Depuis l’annonce de la reprise progressive des vols depuis et vers le Maroc, à partir du 15 juin, et l’offre exceptionnelle de la Royal Air Maroc (RAM), les Marocains résidant à l’étranger sont arrivés en masse vers la mère patrie après une absence de près de deux ans. Et qui dit arrivé des MRE dit rentrée de devises. Même si les MRE n’ont pas pu accéder au Royaume pendant l’année 2020, leur transfert d’argent vers leur pays d’origine n’ont pas cessé. 

En effet, selon les données du Conseil d’administration de Bank Al-Maghrib, « les envois de fonds des Marocains résidant à l’étranger devraient continuer de croître à un rythme soutenu, avec une hausse prévue de 7,6%, pour atteindre 73 milliards de dirhams en 2021 et une augmentation de 2,8% pour atteindre 75,4 milliards en 2022 ».

Malgré les répercussions de la crise sanitaire liée au Coronavirus, les transferts de fonds des Marocains résidant à l’étranger se sont élevés à 28,8 milliards de dirhams au cours des quatre premiers mois de 2021, contre 19,84 milliards de dirhams au cours de la même période l’an dernier, soit une augmentation de 45,3% par rapport à fin avril 2020.

De son côté, le chef du gouvernement Saad Dine El Otmani a révélé que les transferts de fonds vers le Maroc, contrairement aux attentes liées à la crise sanitaire, ont augmenté de 5% au cours de l’année 2020 pour atteindre environ 68 milliards de dirhams.

Dans une déclaration à Hespress Ar, Rachid Aourraz a soulevé le fait que « la stabilité du taux d’envois de fonds des Marocains résidant à l’étranger était attendue » l’expliquant par le fait que « les conditions de confinement et de fermeture économique ont amélioré l’épargne de certaines familles marocaines vivant à l’étranger ».

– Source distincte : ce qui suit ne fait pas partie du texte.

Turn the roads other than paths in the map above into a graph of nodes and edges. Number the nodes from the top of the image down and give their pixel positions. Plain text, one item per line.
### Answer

L’analyste économiste et membre du Moroccan Institute for Policy Analysis (MIPA) a poursuivi dans son analyse que ces épargnes et économies des MRE sont transférées au Maroc, que ce soit à titre d’aide à leurs familles, pour l’achat de biens immobiliers ou encore pour la réalisation de petits investissements.

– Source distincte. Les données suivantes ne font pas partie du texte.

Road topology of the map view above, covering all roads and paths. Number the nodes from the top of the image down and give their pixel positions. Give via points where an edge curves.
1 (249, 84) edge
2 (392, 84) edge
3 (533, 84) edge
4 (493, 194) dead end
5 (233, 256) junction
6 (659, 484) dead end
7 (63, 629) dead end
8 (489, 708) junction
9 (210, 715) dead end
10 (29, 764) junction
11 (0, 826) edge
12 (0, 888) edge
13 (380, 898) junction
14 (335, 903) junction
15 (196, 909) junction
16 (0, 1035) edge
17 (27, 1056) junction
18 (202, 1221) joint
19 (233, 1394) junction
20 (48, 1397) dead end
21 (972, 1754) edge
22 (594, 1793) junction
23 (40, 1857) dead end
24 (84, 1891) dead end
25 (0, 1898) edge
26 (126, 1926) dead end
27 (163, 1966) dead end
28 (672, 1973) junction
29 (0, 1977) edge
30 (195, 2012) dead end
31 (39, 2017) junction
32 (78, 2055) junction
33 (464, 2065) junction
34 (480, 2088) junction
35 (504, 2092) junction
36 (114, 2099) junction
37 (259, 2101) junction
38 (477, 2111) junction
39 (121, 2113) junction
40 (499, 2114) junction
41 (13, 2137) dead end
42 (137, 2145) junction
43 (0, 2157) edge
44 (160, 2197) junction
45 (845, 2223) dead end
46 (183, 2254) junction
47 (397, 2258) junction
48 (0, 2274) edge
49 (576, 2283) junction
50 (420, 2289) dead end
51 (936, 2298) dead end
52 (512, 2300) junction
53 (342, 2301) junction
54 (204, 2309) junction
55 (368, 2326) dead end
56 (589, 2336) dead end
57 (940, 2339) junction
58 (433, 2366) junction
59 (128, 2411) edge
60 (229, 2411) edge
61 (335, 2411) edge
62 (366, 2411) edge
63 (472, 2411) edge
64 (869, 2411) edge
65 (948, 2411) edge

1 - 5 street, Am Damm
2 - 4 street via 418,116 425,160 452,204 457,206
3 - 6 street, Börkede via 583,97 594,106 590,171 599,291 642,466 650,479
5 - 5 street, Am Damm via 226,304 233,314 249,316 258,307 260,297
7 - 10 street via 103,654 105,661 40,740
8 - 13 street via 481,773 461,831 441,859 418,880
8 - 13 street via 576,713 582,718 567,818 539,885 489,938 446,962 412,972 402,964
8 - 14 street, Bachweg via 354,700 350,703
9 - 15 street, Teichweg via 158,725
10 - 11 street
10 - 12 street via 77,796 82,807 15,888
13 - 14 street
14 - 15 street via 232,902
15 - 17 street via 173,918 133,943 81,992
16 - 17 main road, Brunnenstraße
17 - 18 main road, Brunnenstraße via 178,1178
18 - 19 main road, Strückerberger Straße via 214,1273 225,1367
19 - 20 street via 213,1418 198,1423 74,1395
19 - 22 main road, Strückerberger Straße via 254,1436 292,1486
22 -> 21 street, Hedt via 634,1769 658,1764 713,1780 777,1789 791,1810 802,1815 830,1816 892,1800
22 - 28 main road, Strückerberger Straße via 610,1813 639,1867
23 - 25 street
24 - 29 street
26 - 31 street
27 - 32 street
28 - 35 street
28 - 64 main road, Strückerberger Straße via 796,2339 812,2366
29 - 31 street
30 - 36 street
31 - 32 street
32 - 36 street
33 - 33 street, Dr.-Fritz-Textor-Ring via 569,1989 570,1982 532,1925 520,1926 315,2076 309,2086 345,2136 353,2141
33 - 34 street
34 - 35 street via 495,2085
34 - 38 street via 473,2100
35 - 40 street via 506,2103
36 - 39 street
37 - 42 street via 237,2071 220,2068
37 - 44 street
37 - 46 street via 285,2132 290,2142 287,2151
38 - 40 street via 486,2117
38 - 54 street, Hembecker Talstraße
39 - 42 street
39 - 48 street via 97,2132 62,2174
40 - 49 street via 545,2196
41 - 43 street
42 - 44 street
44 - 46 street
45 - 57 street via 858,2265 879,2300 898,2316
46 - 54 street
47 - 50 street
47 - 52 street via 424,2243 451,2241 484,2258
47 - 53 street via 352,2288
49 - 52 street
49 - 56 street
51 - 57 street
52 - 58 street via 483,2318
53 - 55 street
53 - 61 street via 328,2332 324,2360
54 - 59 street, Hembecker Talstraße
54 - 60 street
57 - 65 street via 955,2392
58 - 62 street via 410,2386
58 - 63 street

D’ailleurs, Rachid Aourraz n’a pas manqué de rappeler le soutien financier accordé par plusieurs gouvernements au profit de leurs citoyens pendant de la période de confinement et de fermeture économique, ce qui a amélioré, selon lui, les économies de certaines familles.

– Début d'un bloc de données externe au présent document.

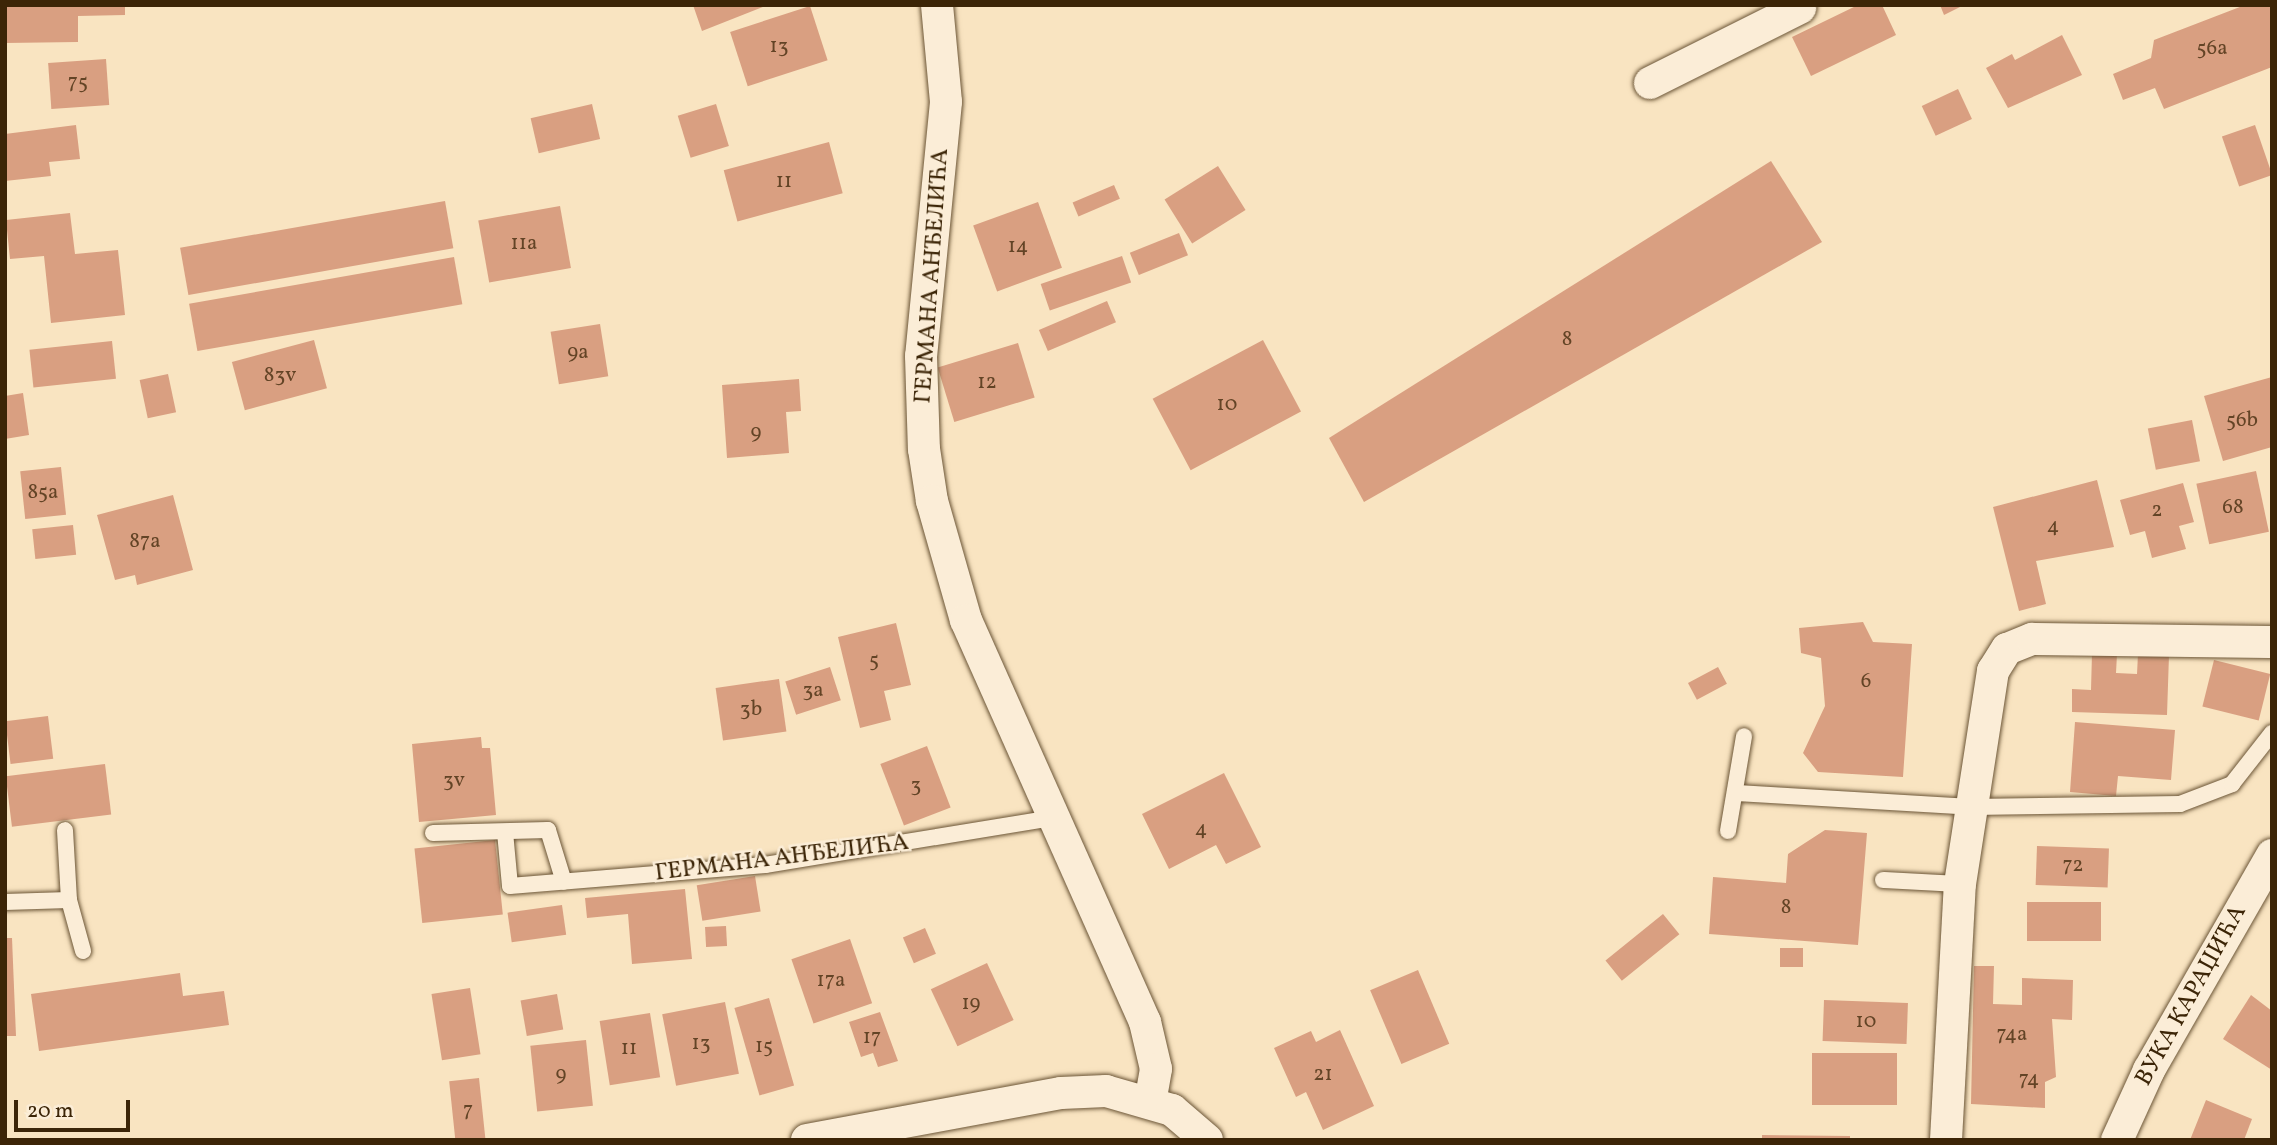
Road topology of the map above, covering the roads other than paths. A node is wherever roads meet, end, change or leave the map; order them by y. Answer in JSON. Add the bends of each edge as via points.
{"nodes":[{"id":1,"x":937,"y":5,"type":"edge"},
{"id":2,"x":1800,"y":8,"type":"dead end"},
{"id":3,"x":1650,"y":83,"type":"dead end"},
{"id":4,"x":2272,"y":642,"type":"edge"},
{"id":5,"x":2272,"y":733,"type":"edge"},
{"id":6,"x":1744,"y":736,"type":"dead end"},
{"id":7,"x":1737,"y":793,"type":"junction"},
{"id":8,"x":1971,"y":807,"type":"junction"},
{"id":9,"x":1053,"y":818,"type":"junction"},
{"id":10,"x":65,"y":830,"type":"dead end"},
{"id":11,"x":1728,"y":831,"type":"dead end"},
{"id":12,"x":505,"y":832,"type":"junction"},
{"id":13,"x":433,"y":833,"type":"dead end"},
{"id":14,"x":2272,"y":855,"type":"edge"},
{"id":15,"x":1883,"y":880,"type":"dead end"},
{"id":16,"x":564,"y":882,"type":"junction"},
{"id":17,"x":1960,"y":884,"type":"junction"},
{"id":18,"x":69,"y":900,"type":"junction"},
{"id":19,"x":5,"y":902,"type":"edge"},
{"id":20,"x":83,"y":951,"type":"dead end"},
{"id":21,"x":1150,"y":1102,"type":"junction"},
{"id":22,"x":807,"y":1140,"type":"edge"},
{"id":23,"x":1208,"y":1140,"type":"edge"},
{"id":24,"x":1946,"y":1140,"type":"edge"},
{"id":25,"x":2117,"y":1140,"type":"edge"}],
"edges":[{"from":1,"to":9,"type":"street","name":"ГЕРМАНА АНЂЕЛИЋА","via":[[946,102],[921,356],[924,449],[932,501],[967,620]]},
{"from":2,"to":3,"type":"street"},
{"from":4,"to":8,"type":"street","via":[[2032,639],[2007,649],[1993,671]]},
{"from":5,"to":8,"type":"lane","via":[[2232,784],[2203,800]]},
{"from":6,"to":7,"type":"lane"},
{"from":7,"to":8,"type":"lane"},
{"from":7,"to":11,"type":"lane"},
{"from":8,"to":17,"type":"street"},
{"from":9,"to":16,"type":"lane","name":"ГЕРМАНА АНЂЕЛИЋА","via":[[765,865]]},
{"from":9,"to":21,"type":"street","name":"ГЕРМАНА АНЂЕЛИЋА","via":[[1145,1022],[1156,1069]]},
{"from":10,"to":18,"type":"lane"},
{"from":12,"to":13,"type":"lane"},
{"from":12,"to":16,"type":"lane","via":[[548,830]]},
{"from":12,"to":16,"type":"lane","name":"ГЕРМАНА АНЂЕЛИЋА","via":[[510,887]]},
{"from":14,"to":25,"type":"street","name":"ВУКА КАРАЏИЋА","via":[[2149,1070]]},
{"from":15,"to":17,"type":"lane"},
{"from":17,"to":24,"type":"street"},
{"from":18,"to":19,"type":"lane"},
{"from":18,"to":20,"type":"lane"},
{"from":21,"to":22,"type":"street","via":[[1106,1091],[1061,1094]]},
{"from":21,"to":23,"type":"street","via":[[1172,1110]]}]}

La deuxième explication avancée par l’analyste économique concerne la baisse des achats à l’étranger, que ce soit en raison de l’interruption des lignes aériennes et de l’importation de certaines marchandises ou encore en raison de la baisse des visites des Marocains résidant à l’étranger estimant que « cela n’a fait qu’améliorer les ressources de l’État en devises ».

Aujourd’hui, et avec l’allègement des mesures restrictives un peu partout dans le monde notamment au Maroc, « l’activité économique se redresse progressivement » avance Rachid Aourraz avant de souligner que cela dépend de nombreux facteurs. Le plus important d’entre eux reste le rétablissement de la santé économique des partenaires économiques du Maroc, notamment les partenaires européens.

L’expert s’attend à ce que les activités économiques reprennent, après la saison estivale d’été, pour compenser les pertes dues à la crise sanitaire. Cela dit, Rachid Aourraz estime qu’il est difficile de revenir au même rythme économique qu’avant la pandémie, tant que cette dernière est toujours d’actualité.